**WHAT THE EXERCISE ASKS:** Below are the records; retype each one exactly.

**RECORDS SUPPLIED:**

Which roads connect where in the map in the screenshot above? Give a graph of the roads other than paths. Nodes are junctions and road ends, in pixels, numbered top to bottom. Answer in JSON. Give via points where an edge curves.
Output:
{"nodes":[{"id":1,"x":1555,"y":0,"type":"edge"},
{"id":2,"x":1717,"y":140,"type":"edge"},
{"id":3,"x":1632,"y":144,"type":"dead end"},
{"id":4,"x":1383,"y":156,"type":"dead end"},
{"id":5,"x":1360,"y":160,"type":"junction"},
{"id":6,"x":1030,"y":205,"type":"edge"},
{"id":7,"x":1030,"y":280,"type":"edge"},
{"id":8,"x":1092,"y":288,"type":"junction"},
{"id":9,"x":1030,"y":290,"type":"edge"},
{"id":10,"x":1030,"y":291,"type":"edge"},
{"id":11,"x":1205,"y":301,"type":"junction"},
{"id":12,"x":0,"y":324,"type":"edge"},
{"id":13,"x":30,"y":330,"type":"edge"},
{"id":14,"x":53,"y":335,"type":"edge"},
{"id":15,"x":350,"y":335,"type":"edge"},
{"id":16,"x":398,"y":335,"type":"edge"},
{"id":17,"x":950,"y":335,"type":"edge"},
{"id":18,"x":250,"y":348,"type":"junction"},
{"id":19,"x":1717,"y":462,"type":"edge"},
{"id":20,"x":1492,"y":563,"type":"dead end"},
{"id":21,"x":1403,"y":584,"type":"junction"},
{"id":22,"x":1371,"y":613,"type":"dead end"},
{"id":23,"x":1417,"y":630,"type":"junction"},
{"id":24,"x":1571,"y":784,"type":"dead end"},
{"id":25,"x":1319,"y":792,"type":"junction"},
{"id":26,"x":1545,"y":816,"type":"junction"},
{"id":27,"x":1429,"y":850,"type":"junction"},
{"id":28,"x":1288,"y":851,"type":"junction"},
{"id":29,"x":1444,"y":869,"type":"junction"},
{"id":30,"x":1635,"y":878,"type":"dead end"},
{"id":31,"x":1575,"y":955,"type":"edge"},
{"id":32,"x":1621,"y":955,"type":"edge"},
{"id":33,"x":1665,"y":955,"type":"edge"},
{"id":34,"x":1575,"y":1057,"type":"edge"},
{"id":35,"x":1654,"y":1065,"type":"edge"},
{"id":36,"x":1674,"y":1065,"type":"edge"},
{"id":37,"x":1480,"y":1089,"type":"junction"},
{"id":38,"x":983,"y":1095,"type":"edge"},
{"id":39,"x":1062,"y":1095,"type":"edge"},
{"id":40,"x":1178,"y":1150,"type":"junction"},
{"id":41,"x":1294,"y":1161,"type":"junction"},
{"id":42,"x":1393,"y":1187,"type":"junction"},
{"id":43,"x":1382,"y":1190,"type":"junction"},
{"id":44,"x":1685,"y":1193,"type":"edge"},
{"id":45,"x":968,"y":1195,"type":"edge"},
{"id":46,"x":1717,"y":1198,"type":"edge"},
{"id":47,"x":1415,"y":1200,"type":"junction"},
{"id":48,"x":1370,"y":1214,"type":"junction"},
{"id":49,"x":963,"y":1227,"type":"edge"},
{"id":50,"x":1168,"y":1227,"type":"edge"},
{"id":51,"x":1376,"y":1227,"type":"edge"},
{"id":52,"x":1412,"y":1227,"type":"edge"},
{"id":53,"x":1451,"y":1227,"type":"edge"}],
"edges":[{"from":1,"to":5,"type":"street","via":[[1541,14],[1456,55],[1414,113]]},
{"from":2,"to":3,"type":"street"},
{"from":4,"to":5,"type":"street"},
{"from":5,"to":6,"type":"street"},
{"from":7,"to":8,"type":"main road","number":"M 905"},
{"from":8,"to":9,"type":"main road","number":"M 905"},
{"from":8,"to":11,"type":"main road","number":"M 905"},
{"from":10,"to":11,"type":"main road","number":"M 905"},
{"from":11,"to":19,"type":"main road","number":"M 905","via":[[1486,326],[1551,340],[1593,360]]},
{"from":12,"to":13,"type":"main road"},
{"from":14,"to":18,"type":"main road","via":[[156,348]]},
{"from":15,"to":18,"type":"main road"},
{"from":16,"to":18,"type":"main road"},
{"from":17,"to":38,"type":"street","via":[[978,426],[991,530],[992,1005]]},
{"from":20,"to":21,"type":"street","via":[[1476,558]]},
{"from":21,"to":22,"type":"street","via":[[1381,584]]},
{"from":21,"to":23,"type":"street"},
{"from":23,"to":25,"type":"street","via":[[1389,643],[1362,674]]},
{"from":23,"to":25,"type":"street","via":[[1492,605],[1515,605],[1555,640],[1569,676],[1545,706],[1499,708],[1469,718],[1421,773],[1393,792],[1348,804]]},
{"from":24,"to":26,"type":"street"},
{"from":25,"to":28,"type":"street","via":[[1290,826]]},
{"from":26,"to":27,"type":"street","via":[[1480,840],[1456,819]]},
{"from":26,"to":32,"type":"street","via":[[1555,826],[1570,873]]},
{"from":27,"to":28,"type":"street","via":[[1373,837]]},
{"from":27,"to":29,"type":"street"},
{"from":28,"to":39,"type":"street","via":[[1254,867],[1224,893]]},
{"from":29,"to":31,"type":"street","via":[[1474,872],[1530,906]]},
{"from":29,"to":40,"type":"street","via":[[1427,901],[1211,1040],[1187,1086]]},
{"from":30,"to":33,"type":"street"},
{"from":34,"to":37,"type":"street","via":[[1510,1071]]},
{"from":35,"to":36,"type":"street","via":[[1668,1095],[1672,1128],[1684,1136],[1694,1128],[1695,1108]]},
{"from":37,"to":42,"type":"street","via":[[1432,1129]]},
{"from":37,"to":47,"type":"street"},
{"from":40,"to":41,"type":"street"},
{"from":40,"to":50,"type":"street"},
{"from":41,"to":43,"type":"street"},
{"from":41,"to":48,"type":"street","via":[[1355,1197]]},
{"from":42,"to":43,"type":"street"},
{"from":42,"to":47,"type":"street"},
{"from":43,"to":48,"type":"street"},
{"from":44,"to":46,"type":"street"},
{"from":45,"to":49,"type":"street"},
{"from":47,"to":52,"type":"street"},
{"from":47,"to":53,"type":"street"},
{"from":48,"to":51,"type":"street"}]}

**TASK RESPONSE:**
Which roads connect where in the map in the screenshot above? Give a graph of the roads other than paths. Nodes are junctions and road ends, in pixels, numbered top to bottom. Answer in JSON. Give via points where an edge curves.
Output:
{"nodes":[{"id":1,"x":1555,"y":0,"type":"edge"},
{"id":2,"x":1717,"y":140,"type":"edge"},
{"id":3,"x":1632,"y":144,"type":"dead end"},
{"id":4,"x":1383,"y":156,"type":"dead end"},
{"id":5,"x":1360,"y":160,"type":"junction"},
{"id":6,"x":1030,"y":205,"type":"edge"},
{"id":7,"x":1030,"y":280,"type":"edge"},
{"id":8,"x":1092,"y":288,"type":"junction"},
{"id":9,"x":1030,"y":290,"type":"edge"},
{"id":10,"x":1030,"y":291,"type":"edge"},
{"id":11,"x":1205,"y":301,"type":"junction"},
{"id":12,"x":0,"y":324,"type":"edge"},
{"id":13,"x":30,"y":330,"type":"edge"},
{"id":14,"x":53,"y":335,"type":"edge"},
{"id":15,"x":350,"y":335,"type":"edge"},
{"id":16,"x":398,"y":335,"type":"edge"},
{"id":17,"x":950,"y":335,"type":"edge"},
{"id":18,"x":250,"y":348,"type":"junction"},
{"id":19,"x":1717,"y":462,"type":"edge"},
{"id":20,"x":1492,"y":563,"type":"dead end"},
{"id":21,"x":1403,"y":584,"type":"junction"},
{"id":22,"x":1371,"y":613,"type":"dead end"},
{"id":23,"x":1417,"y":630,"type":"junction"},
{"id":24,"x":1571,"y":784,"type":"dead end"},
{"id":25,"x":1319,"y":792,"type":"junction"},
{"id":26,"x":1545,"y":816,"type":"junction"},
{"id":27,"x":1429,"y":850,"type":"junction"},
{"id":28,"x":1288,"y":851,"type":"junction"},
{"id":29,"x":1444,"y":869,"type":"junction"},
{"id":30,"x":1635,"y":878,"type":"dead end"},
{"id":31,"x":1575,"y":955,"type":"edge"},
{"id":32,"x":1621,"y":955,"type":"edge"},
{"id":33,"x":1665,"y":955,"type":"edge"},
{"id":34,"x":1575,"y":1057,"type":"edge"},
{"id":35,"x":1654,"y":1065,"type":"edge"},
{"id":36,"x":1674,"y":1065,"type":"edge"},
{"id":37,"x":1480,"y":1089,"type":"junction"},
{"id":38,"x":983,"y":1095,"type":"edge"},
{"id":39,"x":1062,"y":1095,"type":"edge"},
{"id":40,"x":1178,"y":1150,"type":"junction"},
{"id":41,"x":1294,"y":1161,"type":"junction"},
{"id":42,"x":1393,"y":1187,"type":"junction"},
{"id":43,"x":1382,"y":1190,"type":"junction"},
{"id":44,"x":1685,"y":1193,"type":"edge"},
{"id":45,"x":968,"y":1195,"type":"edge"},
{"id":46,"x":1717,"y":1198,"type":"edge"},
{"id":47,"x":1415,"y":1200,"type":"junction"},
{"id":48,"x":1370,"y":1214,"type":"junction"},
{"id":49,"x":963,"y":1227,"type":"edge"},
{"id":50,"x":1168,"y":1227,"type":"edge"},
{"id":51,"x":1376,"y":1227,"type":"edge"},
{"id":52,"x":1412,"y":1227,"type":"edge"},
{"id":53,"x":1451,"y":1227,"type":"edge"}],
"edges":[{"from":1,"to":5,"type":"street","via":[[1541,14],[1456,55],[1414,113]]},
{"from":2,"to":3,"type":"street"},
{"from":4,"to":5,"type":"street"},
{"from":5,"to":6,"type":"street"},
{"from":7,"to":8,"type":"main road","number":"M 905"},
{"from":8,"to":9,"type":"main road","number":"M 905"},
{"from":8,"to":11,"type":"main road","number":"M 905"},
{"from":10,"to":11,"type":"main road","number":"M 905"},
{"from":11,"to":19,"type":"main road","number":"M 905","via":[[1486,326],[1551,340],[1593,360]]},
{"from":12,"to":13,"type":"main road"},
{"from":14,"to":18,"type":"main road","via":[[156,348]]},
{"from":15,"to":18,"type":"main road"},
{"from":16,"to":18,"type":"main road"},
{"from":17,"to":38,"type":"street","via":[[978,426],[991,530],[992,1005]]},
{"from":20,"to":21,"type":"street","via":[[1476,558]]},
{"from":21,"to":22,"type":"street","via":[[1381,584]]},
{"from":21,"to":23,"type":"street"},
{"from":23,"to":25,"type":"street","via":[[1389,643],[1362,674]]},
{"from":23,"to":25,"type":"street","via":[[1492,605],[1515,605],[1555,640],[1569,676],[1545,706],[1499,708],[1469,718],[1421,773],[1393,792],[1348,804]]},
{"from":24,"to":26,"type":"street"},
{"from":25,"to":28,"type":"street","via":[[1290,826]]},
{"from":26,"to":27,"type":"street","via":[[1480,840],[1456,819]]},
{"from":26,"to":32,"type":"street","via":[[1555,826],[1570,873]]},
{"from":27,"to":28,"type":"street","via":[[1373,837]]},
{"from":27,"to":29,"type":"street"},
{"from":28,"to":39,"type":"street","via":[[1254,867],[1224,893]]},
{"from":29,"to":31,"type":"street","via":[[1474,872],[1530,906]]},
{"from":29,"to":40,"type":"street","via":[[1427,901],[1211,1040],[1187,1086]]},
{"from":30,"to":33,"type":"street"},
{"from":34,"to":37,"type":"street","via":[[1510,1071]]},
{"from":35,"to":36,"type":"street","via":[[1668,1095],[1672,1128],[1684,1136],[1694,1128],[1695,1108]]},
{"from":37,"to":42,"type":"street","via":[[1432,1129]]},
{"from":37,"to":47,"type":"street"},
{"from":40,"to":41,"type":"street"},
{"from":40,"to":50,"type":"street"},
{"from":41,"to":43,"type":"street"},
{"from":41,"to":48,"type":"street","via":[[1355,1197]]},
{"from":42,"to":43,"type":"street"},
{"from":42,"to":47,"type":"street"},
{"from":43,"to":48,"type":"street"},
{"from":44,"to":46,"type":"street"},
{"from":45,"to":49,"type":"street"},
{"from":47,"to":52,"type":"street"},
{"from":47,"to":53,"type":"street"},
{"from":48,"to":51,"type":"street"}]}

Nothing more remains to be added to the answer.